## [PROBLEM TO SOLVE]
Lines with the word "Sanín" in them must be copied from the records below.

## [INPUT DATA]

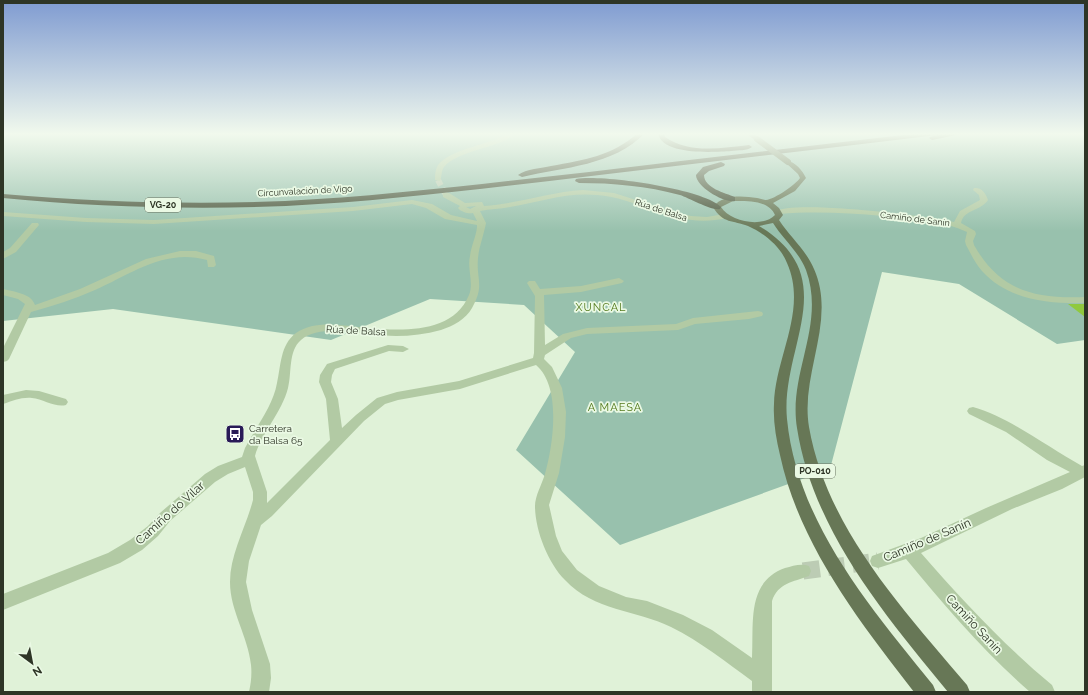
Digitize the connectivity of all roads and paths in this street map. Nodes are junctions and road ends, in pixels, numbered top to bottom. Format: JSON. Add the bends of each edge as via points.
{"nodes":[{"id":1,"x":443,"y":165,"type":"edge"},
{"id":2,"x":569,"y":165,"type":"edge"},
{"id":3,"x":607,"y":165,"type":"edge"},
{"id":4,"x":657,"y":165,"type":"edge"},
{"id":5,"x":717,"y":165,"type":"edge"},
{"id":6,"x":792,"y":165,"type":"edge"},
{"id":7,"x":522,"y":175,"type":"junction"},
{"id":8,"x":438,"y":180,"type":"dead end"},
{"id":9,"x":18,"y":189,"type":"dead end"},
{"id":10,"x":977,"y":190,"type":"dead end"},
{"id":11,"x":446,"y":195,"type":"tunnel mouth"},
{"id":12,"x":3,"y":196,"type":"edge"},
{"id":13,"x":391,"y":196,"type":"junction"},
{"id":14,"x":732,"y":199,"type":"junction"},
{"id":15,"x":766,"y":203,"type":"junction"},
{"id":16,"x":717,"y":207,"type":"junction"},
{"id":17,"x":480,"y":214,"type":"junction"},
{"id":18,"x":5,"y":215,"type":"edge"},
{"id":19,"x":724,"y":216,"type":"junction"},
{"id":20,"x":777,"y":216,"type":"junction"},
{"id":21,"x":749,"y":223,"type":"junction"},
{"id":22,"x":957,"y":224,"type":"junction"},
{"id":23,"x":35,"y":225,"type":"dead end"},
{"id":24,"x":3,"y":256,"type":"edge"},
{"id":25,"x":211,"y":265,"type":"dead end"},
{"id":26,"x":619,"y":281,"type":"dead end"},
{"id":27,"x":532,"y":283,"type":"dead end"},
{"id":28,"x":3,"y":292,"type":"edge"},
{"id":29,"x":539,"y":292,"type":"junction"},
{"id":30,"x":1085,"y":300,"type":"edge"},
{"id":31,"x":28,"y":310,"type":"junction"},
{"id":32,"x":758,"y":314,"type":"dead end"},
{"id":33,"x":403,"y":350,"type":"dead end"},
{"id":34,"x":539,"y":356,"type":"junction"},
{"id":35,"x":3,"y":359,"type":"edge"},
{"id":36,"x":3,"y":400,"type":"edge"},
{"id":37,"x":62,"y":402,"type":"dead end"},
{"id":38,"x":973,"y":411,"type":"dead end"},
{"id":39,"x":337,"y":442,"type":"junction"},
{"id":40,"x":248,"y":460,"type":"junction"},
{"id":41,"x":1083,"y":471,"type":"edge"},
{"id":42,"x":254,"y":521,"type":"junction"},
{"id":43,"x":909,"y":550,"type":"junction"},
{"id":44,"x":878,"y":561,"type":"tunnel mouth"},
{"id":45,"x":803,"y":571,"type":"tunnel mouth"},
{"id":46,"x":3,"y":602,"type":"edge"},
{"id":47,"x":761,"y":684,"type":"edge"},
{"id":48,"x":259,"y":692,"type":"edge"},
{"id":49,"x":926,"y":692,"type":"edge"},
{"id":50,"x":960,"y":692,"type":"edge"},
{"id":51,"x":1045,"y":692,"type":"edge"}],
"edges":[{"from":1,"to":8,"type":"street","via":[[438,171]]},
{"from":2,"to":7,"type":"highway"},
{"from":3,"to":7,"type":"highway","name":"Circunvalación de Vigo","number":"VG-20"},
{"from":4,"to":13,"type":"highway","name":"Circunvalación de Vigo","number":"VG-20"},
{"from":5,"to":14,"type":"highway","via":[[700,175],[701,183]]},
{"from":6,"to":15,"type":"main road","bridge":true,"via":[[801,173],[802,182]]},
{"from":7,"to":9,"type":"highway","name":"Circunvalación de Vigo","number":"VG-20","via":[[384,190],[252,198],[149,198]]},
{"from":10,"to":22,"type":"street","via":[[984,200],[960,215]]},
{"from":11,"to":17,"type":"street","via":[[464,206],[480,206]]},
{"from":12,"to":13,"type":"highway","name":"Circunvalación de Vigo","number":"VG-20","via":[[173,205],[324,201]]},
{"from":13,"to":16,"type":"highway","via":[[428,195],[561,182],[604,182],[664,189]]},
{"from":14,"to":15,"type":"main road"},
{"from":14,"to":16,"type":"main road"},
{"from":15,"to":20,"type":"main road"},
{"from":16,"to":19,"type":"main road"},
{"from":17,"to":18,"type":"street","via":[[473,223],[448,217],[429,206],[412,202],[327,211],[154,222]]},
{"from":17,"to":19,"type":"street","name":"Rúa de Balsa","via":[[568,193],[597,192],[628,199],[683,218],[703,220]]},
{"from":17,"to":40,"type":"street","name":"Rúa de Balsa","via":[[474,258],[475,293],[464,312],[450,322],[432,329],[387,332],[324,328],[305,332],[290,346],[280,393],[249,452]]},
{"from":19,"to":21,"type":"main road"},
{"from":20,"to":21,"type":"main road","via":[[764,223]]},
{"from":20,"to":22,"type":"street","name":"Camiño de Sanín","via":[[807,210],[906,216]]},
{"from":20,"to":50,"type":"main road","number":"PO-010","via":[[809,268],[816,293],[818,306],[802,402],[807,447],[821,489],[841,531],[865,571],[904,624]]},
{"from":21,"to":49,"type":"main road","number":"PO-010","via":[[780,244],[794,269],[798,283],[799,313],[784,372],[780,401],[783,440],[792,476],[808,517],[837,571],[880,634]]},
{"from":22,"to":30,"type":"street","name":"Camiño de Sanín","via":[[971,231],[970,245],[986,270],[1006,285],[1046,299]]},
{"from":23,"to":24,"type":"street","via":[[13,250]]},
{"from":25,"to":31,"type":"street","via":[[211,258],[193,252],[164,256],[70,296]]},
{"from":26,"to":29,"type":"street","via":[[581,289]]},
{"from":27,"to":29,"type":"street"},
{"from":28,"to":31,"type":"street","via":[[29,301]]},
{"from":29,"to":34,"type":"street"},
{"from":31,"to":35,"type":"street"},
{"from":32,"to":34,"type":"street","via":[[693,321],[678,327],[587,331],[567,336]]},
{"from":33,"to":39,"type":"street","via":[[388,348],[331,367],[326,382],[332,399]]},
{"from":34,"to":39,"type":"street","via":[[516,368],[460,385],[381,401]]},
{"from":34,"to":47,"type":"street","via":[[556,388],[560,412],[552,473],[542,505],[548,536],[556,555],[571,575],[593,592],[626,605],[647,608],[706,636]]},
{"from":36,"to":37,"type":"street","via":[[32,393]]},
{"from":38,"to":41,"type":"street","via":[[1011,429],[1052,456]]},
{"from":39,"to":42,"type":"street","via":[[267,512]]},
{"from":40,"to":42,"type":"street","via":[[260,492]]},
{"from":40,"to":46,"type":"street","name":"Camiño do Vilar","via":[[210,478],[165,517],[153,531],[114,558]]},
{"from":41,"to":43,"type":"street","name":"Camiño de Sanín","via":[[1063,483],[1007,505]]},
{"from":42,"to":48,"type":"street","via":[[240,564],[238,583],[246,624],[260,658],[262,673]]},
{"from":43,"to":44,"type":"street","name":"Camiño de Sanín"},
{"from":43,"to":51,"type":"street","name":"Camiño Sanín","via":[[962,612],[1017,669]]},
{"from":45,"to":47,"type":"street","via":[[784,576],[766,589],[763,601]]}]}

## [RESPONSE BOX]
{"from":20,"to":22,"type":"street","name":"Camiño de Sanín","via":[[807,210],[906,216]]},
{"from":22,"to":30,"type":"street","name":"Camiño de Sanín","via":[[971,231],[970,245],[986,270],[1006,285],[1046,299]]},
{"from":41,"to":43,"type":"street","name":"Camiño de Sanín","via":[[1063,483],[1007,505]]},
{"from":43,"to":44,"type":"street","name":"Camiño de Sanín"},
{"from":43,"to":51,"type":"street","name":"Camiño Sanín","via":[[962,612],[1017,669]]},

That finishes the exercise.